Member of the House of Councillors
- In office 8 July 1974 – 7 July 1986
- Preceded by: Yukako Hagiwara
- Succeeded by: Kōjin Katakami
- Constituency: Hyōgo at-large

Personal details
- Born: 26 July 1928 Kobe, Hyōgo, Japan
- Died: 8 August 2019 (aged 91) Akashi, Hyōgo, Japan
- Party: Communist

= Hiroko Yasutake =

Japanese politician (1928–2019)

Hiroko Yasutake (安武 洋子, Yasutake Hiroko) was a Japanese politician. Originally a public servant in Akashi, Hyōgo, she became active as a prefectural and regional trade union branch leader and a member of the Japanese Communist Party Central Committee, before serving in the House of Councillors for the Hyōgo at-large district from 1974 until 1986.

==Biography==
Yasutake, a native of Kobe, was born on 26 July 1928. After graduating at the Hyogo Prefectural Second Kobe Girls' High (now Hyogo Prefectural Yumenodai High School) in 1945, she was hired by the Public Employment Security Office of Akashi, Hyōgo, in 1950.

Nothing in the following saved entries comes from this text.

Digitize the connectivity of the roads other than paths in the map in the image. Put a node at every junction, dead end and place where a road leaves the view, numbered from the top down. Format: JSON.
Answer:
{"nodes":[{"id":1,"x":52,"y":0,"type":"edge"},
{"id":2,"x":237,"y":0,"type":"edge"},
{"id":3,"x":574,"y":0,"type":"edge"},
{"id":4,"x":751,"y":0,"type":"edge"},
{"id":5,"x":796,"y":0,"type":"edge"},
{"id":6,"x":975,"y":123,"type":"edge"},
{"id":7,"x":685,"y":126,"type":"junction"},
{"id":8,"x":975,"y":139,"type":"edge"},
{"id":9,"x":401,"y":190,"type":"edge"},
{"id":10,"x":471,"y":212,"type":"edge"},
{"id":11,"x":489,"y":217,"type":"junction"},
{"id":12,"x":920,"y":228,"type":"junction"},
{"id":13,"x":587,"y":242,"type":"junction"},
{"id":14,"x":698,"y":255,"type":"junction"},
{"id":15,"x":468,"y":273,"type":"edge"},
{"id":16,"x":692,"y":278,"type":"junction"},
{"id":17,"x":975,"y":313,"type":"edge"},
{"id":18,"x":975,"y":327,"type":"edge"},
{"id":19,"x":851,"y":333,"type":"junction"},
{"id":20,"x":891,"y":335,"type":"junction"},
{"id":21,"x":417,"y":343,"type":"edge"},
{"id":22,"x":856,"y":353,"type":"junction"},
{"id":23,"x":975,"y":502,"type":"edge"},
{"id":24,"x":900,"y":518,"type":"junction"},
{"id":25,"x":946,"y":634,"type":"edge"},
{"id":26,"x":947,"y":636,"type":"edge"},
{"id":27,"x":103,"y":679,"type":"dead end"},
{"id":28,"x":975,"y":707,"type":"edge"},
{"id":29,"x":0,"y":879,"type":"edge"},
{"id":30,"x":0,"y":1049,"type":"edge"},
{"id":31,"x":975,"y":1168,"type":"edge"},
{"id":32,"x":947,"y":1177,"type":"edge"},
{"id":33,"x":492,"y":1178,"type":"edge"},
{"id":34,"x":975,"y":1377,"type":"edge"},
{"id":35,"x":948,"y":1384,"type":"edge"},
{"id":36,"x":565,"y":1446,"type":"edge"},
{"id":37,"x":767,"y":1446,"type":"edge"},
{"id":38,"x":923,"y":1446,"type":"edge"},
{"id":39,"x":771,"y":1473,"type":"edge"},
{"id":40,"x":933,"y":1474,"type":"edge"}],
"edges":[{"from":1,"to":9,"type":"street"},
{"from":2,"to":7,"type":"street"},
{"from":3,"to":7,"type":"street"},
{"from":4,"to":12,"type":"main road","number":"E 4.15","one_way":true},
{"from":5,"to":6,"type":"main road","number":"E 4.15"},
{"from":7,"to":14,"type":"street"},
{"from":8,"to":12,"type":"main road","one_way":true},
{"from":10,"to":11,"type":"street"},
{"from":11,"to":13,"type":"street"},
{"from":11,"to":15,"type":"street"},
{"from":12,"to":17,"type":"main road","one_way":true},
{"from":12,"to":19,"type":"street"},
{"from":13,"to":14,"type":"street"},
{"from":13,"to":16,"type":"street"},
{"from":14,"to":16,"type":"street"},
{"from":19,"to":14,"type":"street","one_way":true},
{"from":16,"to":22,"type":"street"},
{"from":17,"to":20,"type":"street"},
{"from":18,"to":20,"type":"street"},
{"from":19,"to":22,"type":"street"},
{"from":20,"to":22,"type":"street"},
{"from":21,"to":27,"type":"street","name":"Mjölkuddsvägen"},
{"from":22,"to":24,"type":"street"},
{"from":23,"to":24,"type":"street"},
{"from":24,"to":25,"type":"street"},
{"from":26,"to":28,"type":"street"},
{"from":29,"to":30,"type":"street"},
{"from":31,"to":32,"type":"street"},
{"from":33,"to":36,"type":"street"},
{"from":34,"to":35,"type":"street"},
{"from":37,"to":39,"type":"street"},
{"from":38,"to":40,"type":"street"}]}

While working as a public servant, she became active in trade unionism, becoming head of women of the Hyogo branches of Sōhyō and of the Hyogo and Kinki branches of the Zenroren. She was also engaged in the nuclear disarmament movement, as vice-president of the Akashi chapter of the Japan Council against Atomic and Hydrogen Bombs. She was a member of the Japanese Communist Party, at one point serving as a member of its Central Committee; in September 1997, she was promoted to Honorary Executive Committee Member.

She ran for the Hyōgo at-large district as her party's candidate in the 1974 Japanese House of Councillors election, and she was elected. She was re-elected to the same district at the 1980 Japanese House of Councillors election. She was unseated from the seat at the 1986 and she was defeated at the 1989 Japanese House of Councillors elections while running for the same at-large district.

Outside of politics, she was active as a tanka poet, authoring a collection of poems called .

She died of lung cancer on 8 August 2019 in Akashi, Hyōgo.